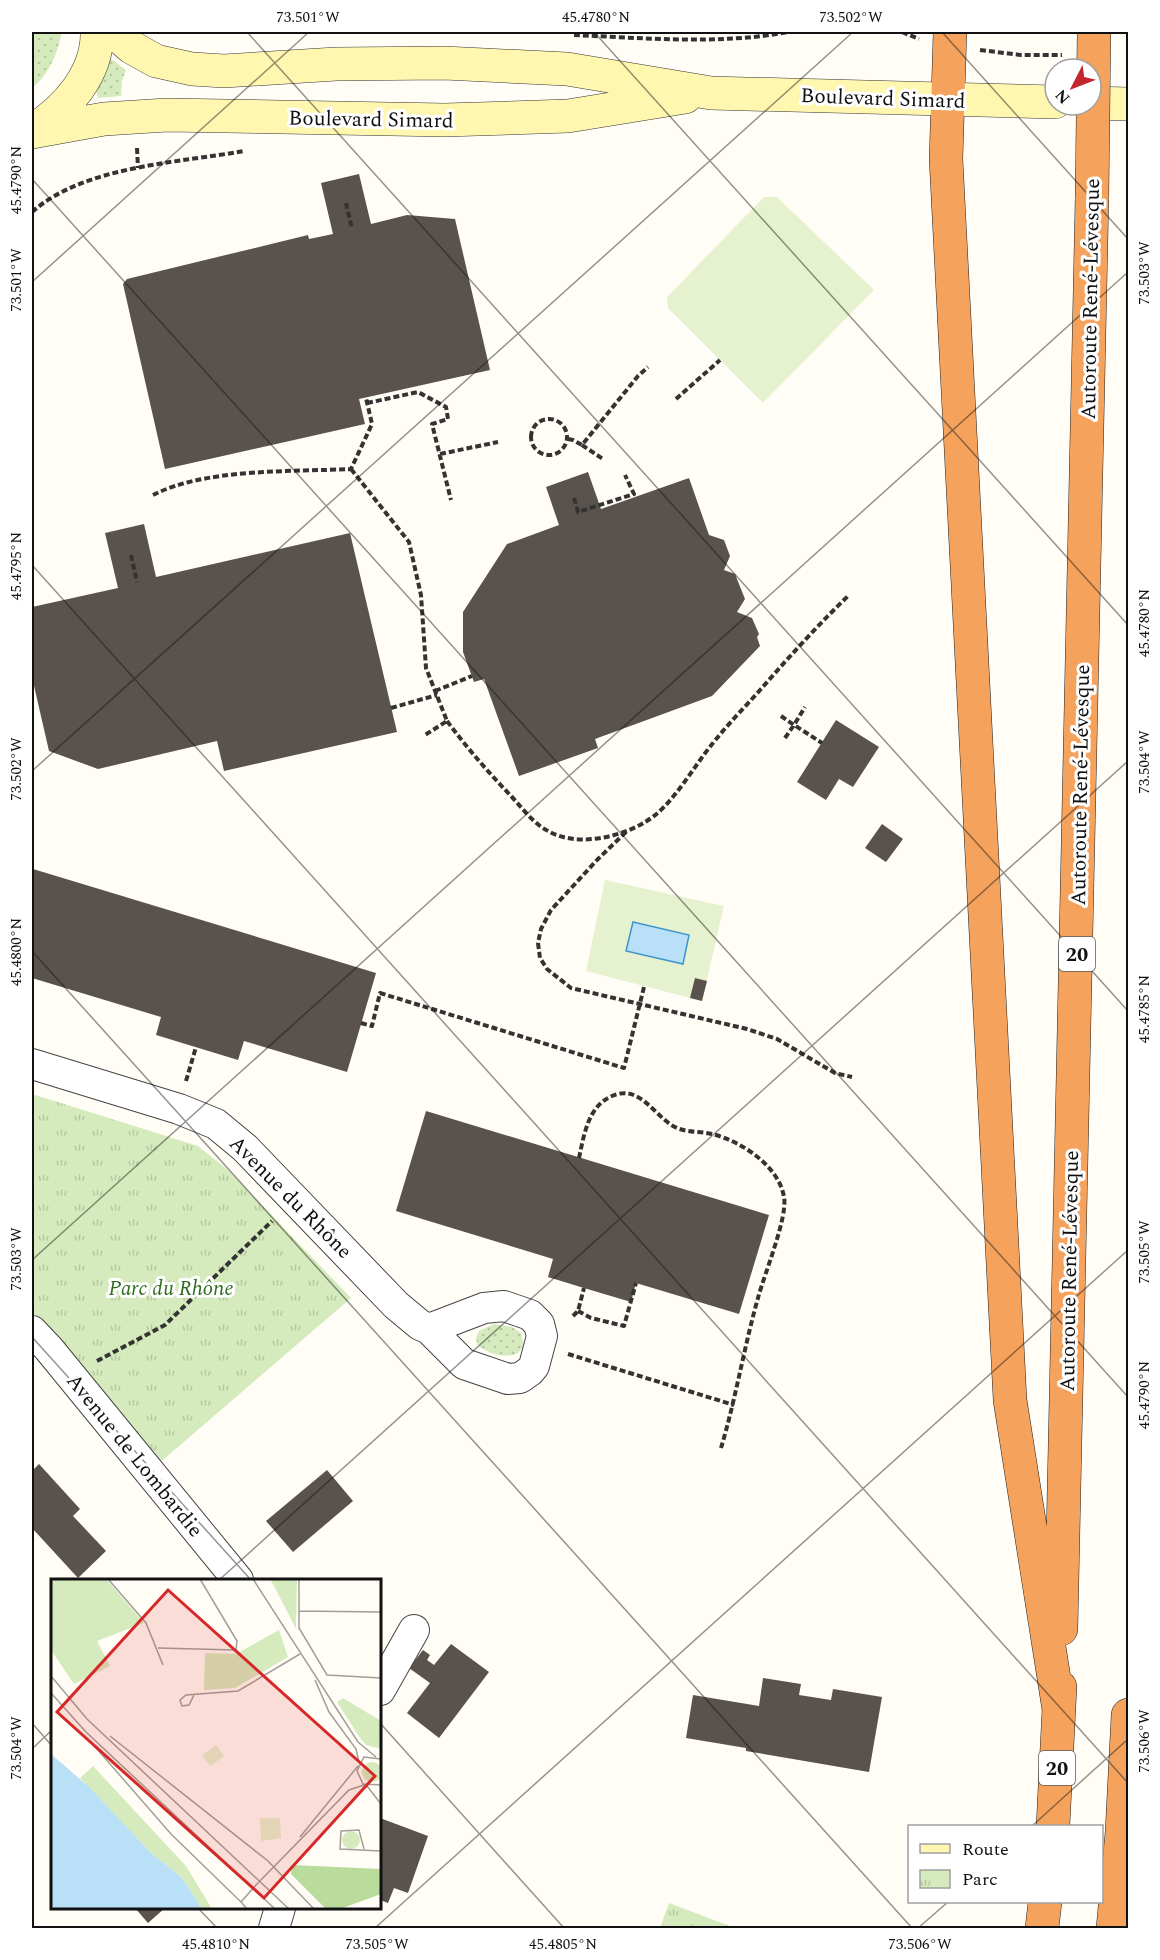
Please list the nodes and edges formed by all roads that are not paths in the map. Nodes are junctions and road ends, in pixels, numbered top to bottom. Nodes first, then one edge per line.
1 (97, 32) edge
2 (114, 32) edge
3 (1094, 32) edge
4 (935, 36) edge
5 (711, 93) junction
6 (946, 99) junction
7 (1043, 102) edge
8 (1103, 103) edge
9 (1128, 104) edge
10 (32, 131) edge
11 (32, 1064) edge
12 (429, 1329) dead end
13 (32, 1331) edge
14 (236, 1579) edge
15 (414, 1630) dead end
16 (381, 1688) edge
17 (1059, 1710) junction
18 (1128, 1715) edge
19 (1128, 1800) edge
20 (1053, 1825) edge
21 (1122, 1832) junction
22 (1045, 1903) edge
23 (280, 1909) edge
24 (274, 1929) edge
25 (1042, 1929) edge
26 (1113, 1929) edge

1 - 10 main road
2 - 5 main road, Boulevard Simard
3 - 17 highway, Autoroute René-Lévesque / 20, bridge
4 - 6 highway
5 - 6 main road, Boulevard Simard
5 - 10 main road, Boulevard Simard
6 - 7 main road, Boulevard Simard
6 - 17 highway
8 - 9 main road
11 - 12 street, Avenue du Rhône
13 - 14 street, Avenue de Lombardie
15 - 16 street
17 - 20 highway, Autoroute René-Lévesque / 20
18 - 21 highway
19 - 21 highway
21 - 26 highway
22 - 25 highway
23 - 24 street

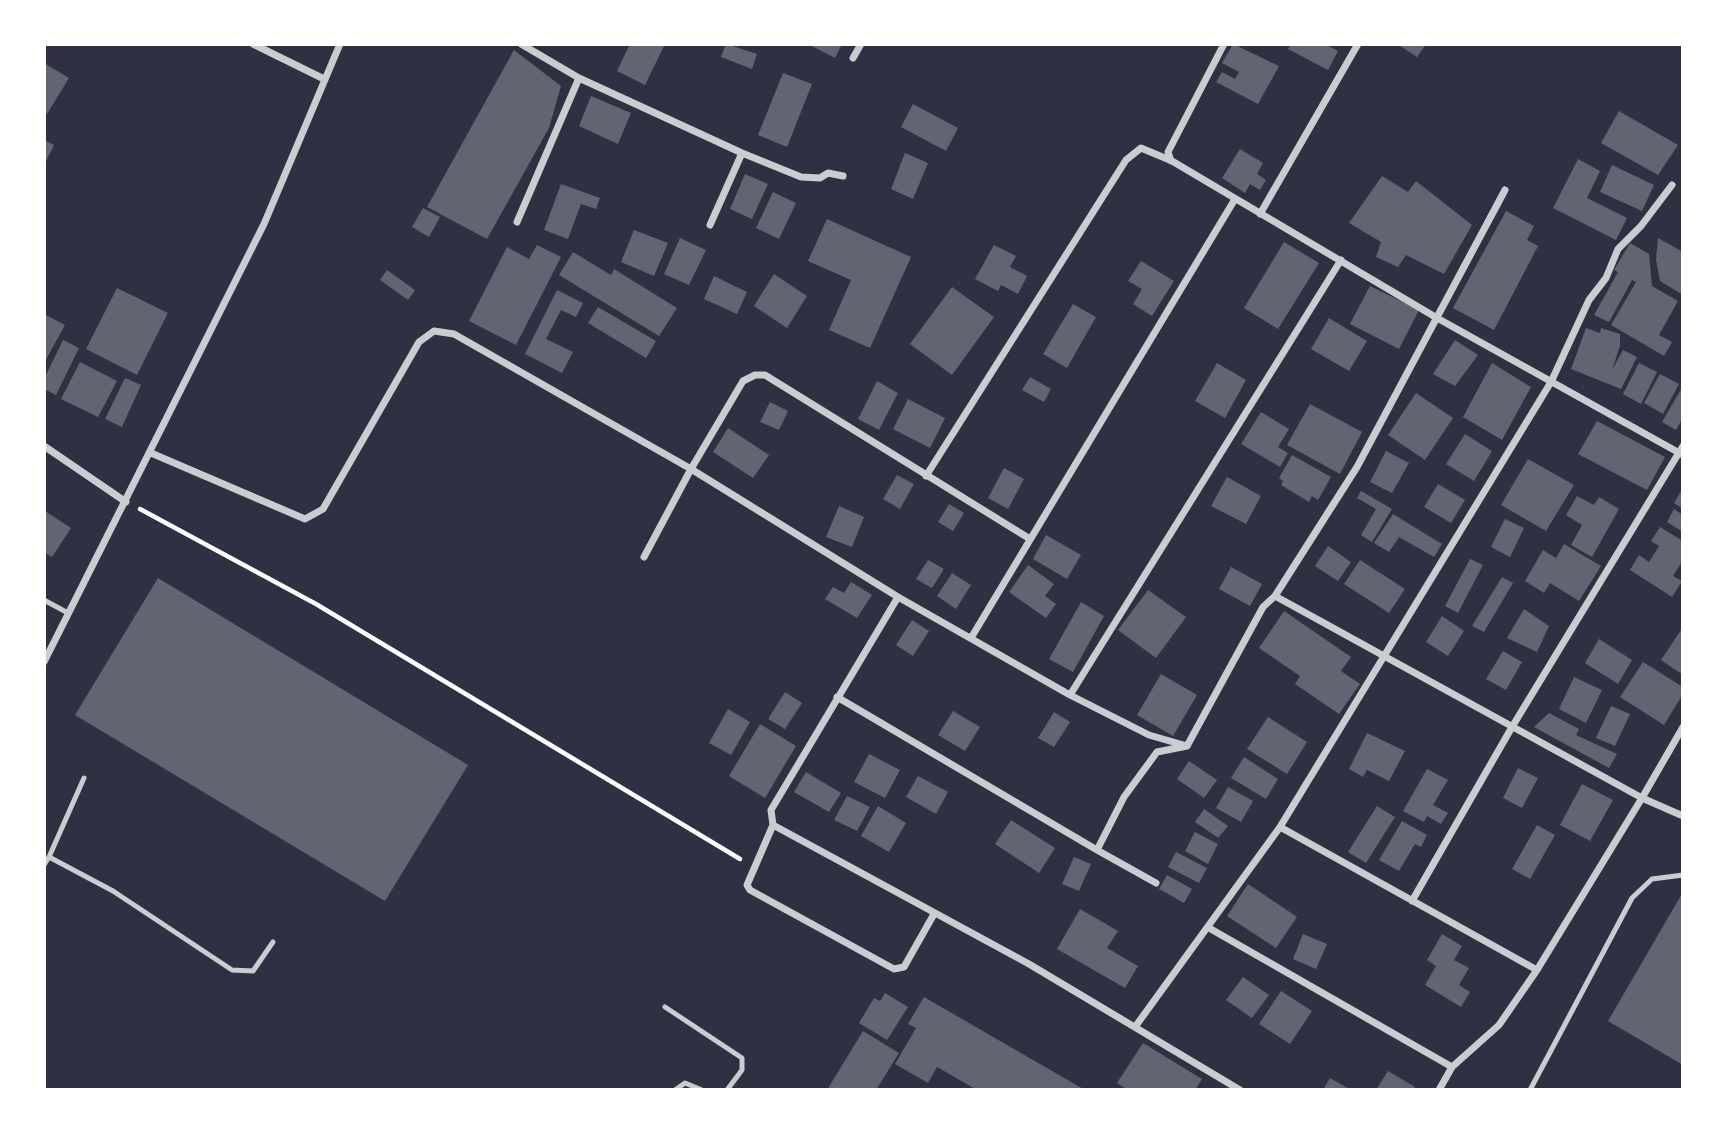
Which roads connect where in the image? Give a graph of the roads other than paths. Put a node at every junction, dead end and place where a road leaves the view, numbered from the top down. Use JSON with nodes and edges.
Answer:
{"nodes":[{"id":1,"x":253,"y":44,"type":"edge"},
{"id":2,"x":340,"y":44,"type":"edge"},
{"id":3,"x":521,"y":44,"type":"edge"},
{"id":4,"x":861,"y":44,"type":"edge"},
{"id":5,"x":1224,"y":44,"type":"edge"},
{"id":6,"x":1358,"y":44,"type":"edge"},
{"id":7,"x":853,"y":58,"type":"dead end"},
{"id":8,"x":579,"y":78,"type":"junction"},
{"id":9,"x":324,"y":79,"type":"junction"},
{"id":10,"x":742,"y":153,"type":"junction"},
{"id":11,"x":1172,"y":161,"type":"junction"},
{"id":12,"x":843,"y":176,"type":"dead end"},
{"id":13,"x":1672,"y":185,"type":"dead end"},
{"id":14,"x":1505,"y":190,"type":"dead end"},
{"id":15,"x":1235,"y":199,"type":"junction"},
{"id":16,"x":1260,"y":214,"type":"junction"},
{"id":17,"x":517,"y":222,"type":"dead end"},
{"id":18,"x":710,"y":225,"type":"dead end"},
{"id":19,"x":1341,"y":260,"type":"junction"},
{"id":20,"x":1437,"y":318,"type":"junction"},
{"id":21,"x":1551,"y":382,"type":"junction"},
{"id":22,"x":44,"y":446,"type":"edge"},
{"id":23,"x":1682,"y":452,"type":"edge"},
{"id":24,"x":151,"y":453,"type":"junction"},
{"id":25,"x":691,"y":469,"type":"junction"},
{"id":26,"x":926,"y":476,"type":"junction"},
{"id":27,"x":126,"y":502,"type":"junction"},
{"id":28,"x":1030,"y":539,"type":"junction"},
{"id":29,"x":645,"y":557,"type":"dead end"},
{"id":30,"x":1275,"y":596,"type":"junction"},
{"id":31,"x":898,"y":597,"type":"junction"},
{"id":32,"x":44,"y":600,"type":"edge"},
{"id":33,"x":68,"y":613,"type":"junction"},
{"id":34,"x":971,"y":638,"type":"junction"},
{"id":35,"x":1386,"y":657,"type":"junction"},
{"id":36,"x":44,"y":662,"type":"edge"},
{"id":37,"x":1070,"y":695,"type":"junction"},
{"id":38,"x":837,"y":697,"type":"junction"},
{"id":39,"x":1512,"y":727,"type":"junction"},
{"id":40,"x":1683,"y":727,"type":"edge"},
{"id":41,"x":1187,"y":746,"type":"junction"},
{"id":42,"x":84,"y":778,"type":"dead end"},
{"id":43,"x":1642,"y":798,"type":"junction"},
{"id":44,"x":1683,"y":816,"type":"edge"},
{"id":45,"x":773,"y":825,"type":"junction"},
{"id":46,"x":1280,"y":827,"type":"junction"},
{"id":47,"x":1097,"y":850,"type":"junction"},
{"id":48,"x":49,"y":857,"type":"junction"},
{"id":49,"x":44,"y":865,"type":"edge"},
{"id":50,"x":1683,"y":875,"type":"edge"},
{"id":51,"x":1156,"y":883,"type":"dead end"},
{"id":52,"x":1412,"y":901,"type":"junction"},
{"id":53,"x":934,"y":914,"type":"junction"},
{"id":54,"x":1209,"y":928,"type":"junction"},
{"id":55,"x":274,"y":942,"type":"dead end"},
{"id":56,"x":1537,"y":970,"type":"junction"},
{"id":57,"x":665,"y":1007,"type":"dead end"},
{"id":58,"x":1135,"y":1027,"type":"junction"},
{"id":59,"x":1452,"y":1066,"type":"junction"},
{"id":60,"x":676,"y":1090,"type":"edge"},
{"id":61,"x":702,"y":1090,"type":"edge"},
{"id":62,"x":727,"y":1090,"type":"edge"},
{"id":63,"x":1240,"y":1090,"type":"edge"},
{"id":64,"x":1440,"y":1090,"type":"edge"},
{"id":65,"x":1531,"y":1090,"type":"edge"}],
"edges":[{"from":1,"to":9,"type":"street"},
{"from":2,"to":9,"type":"street"},
{"from":3,"to":8,"type":"street"},
{"from":4,"to":7,"type":"street"},
{"from":5,"to":11,"type":"street"},
{"from":6,"to":16,"type":"street"},
{"from":8,"to":10,"type":"street"},
{"from":8,"to":17,"type":"street"},
{"from":9,"to":24,"type":"street"},
{"from":10,"to":12,"type":"street"},
{"from":10,"to":18,"type":"street"},
{"from":11,"to":15,"type":"street"},
{"from":11,"to":26,"type":"street"},
{"from":13,"to":21,"type":"street"},
{"from":14,"to":20,"type":"street"},
{"from":15,"to":16,"type":"street"},
{"from":15,"to":28,"type":"street"},
{"from":16,"to":19,"type":"street"},
{"from":19,"to":20,"type":"street"},
{"from":19,"to":37,"type":"street"},
{"from":20,"to":21,"type":"street"},
{"from":20,"to":30,"type":"street"},
{"from":21,"to":23,"type":"street"},
{"from":21,"to":35,"type":"street"},
{"from":22,"to":27,"type":"street"},
{"from":23,"to":39,"type":"street"},
{"from":24,"to":25,"type":"street"},
{"from":24,"to":27,"type":"street"},
{"from":25,"to":26,"type":"street"},
{"from":25,"to":29,"type":"street"},
{"from":25,"to":31,"type":"street"},
{"from":26,"to":28,"type":"street"},
{"from":27,"to":33,"type":"street"},
{"from":28,"to":34,"type":"street"},
{"from":30,"to":35,"type":"street"},
{"from":30,"to":41,"type":"street"},
{"from":31,"to":34,"type":"street"},
{"from":31,"to":38,"type":"street"},
{"from":32,"to":33,"type":"lane"},
{"from":33,"to":36,"type":"street"},
{"from":34,"to":37,"type":"street"},
{"from":35,"to":39,"type":"street"},
{"from":35,"to":46,"type":"street"},
{"from":37,"to":41,"type":"street"},
{"from":38,"to":45,"type":"street"},
{"from":38,"to":47,"type":"street"},
{"from":39,"to":43,"type":"street"},
{"from":39,"to":52,"type":"street"},
{"from":40,"to":43,"type":"street"},
{"from":41,"to":47,"type":"street"},
{"from":42,"to":48,"type":"lane"},
{"from":43,"to":44,"type":"street"},
{"from":43,"to":56,"type":"street"},
{"from":45,"to":53,"type":"street"},
{"from":45,"to":53,"type":"street"},
{"from":46,"to":52,"type":"street"},
{"from":46,"to":54,"type":"street"},
{"from":47,"to":51,"type":"street"},
{"from":48,"to":49,"type":"lane"},
{"from":48,"to":55,"type":"lane"},
{"from":50,"to":65,"type":"lane"},
{"from":52,"to":56,"type":"street"},
{"from":53,"to":58,"type":"street"},
{"from":54,"to":58,"type":"street"},
{"from":54,"to":59,"type":"street"},
{"from":56,"to":59,"type":"street"},
{"from":57,"to":62,"type":"lane"},
{"from":58,"to":63,"type":"street"},
{"from":59,"to":64,"type":"street"},
{"from":60,"to":61,"type":"lane"}]}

Problem |
Please go through the data and copy each line containing the word "Avenue".

Task answer |
11 - 12 street, Avenue du Rhône
13 - 14 street, Avenue de Lombardie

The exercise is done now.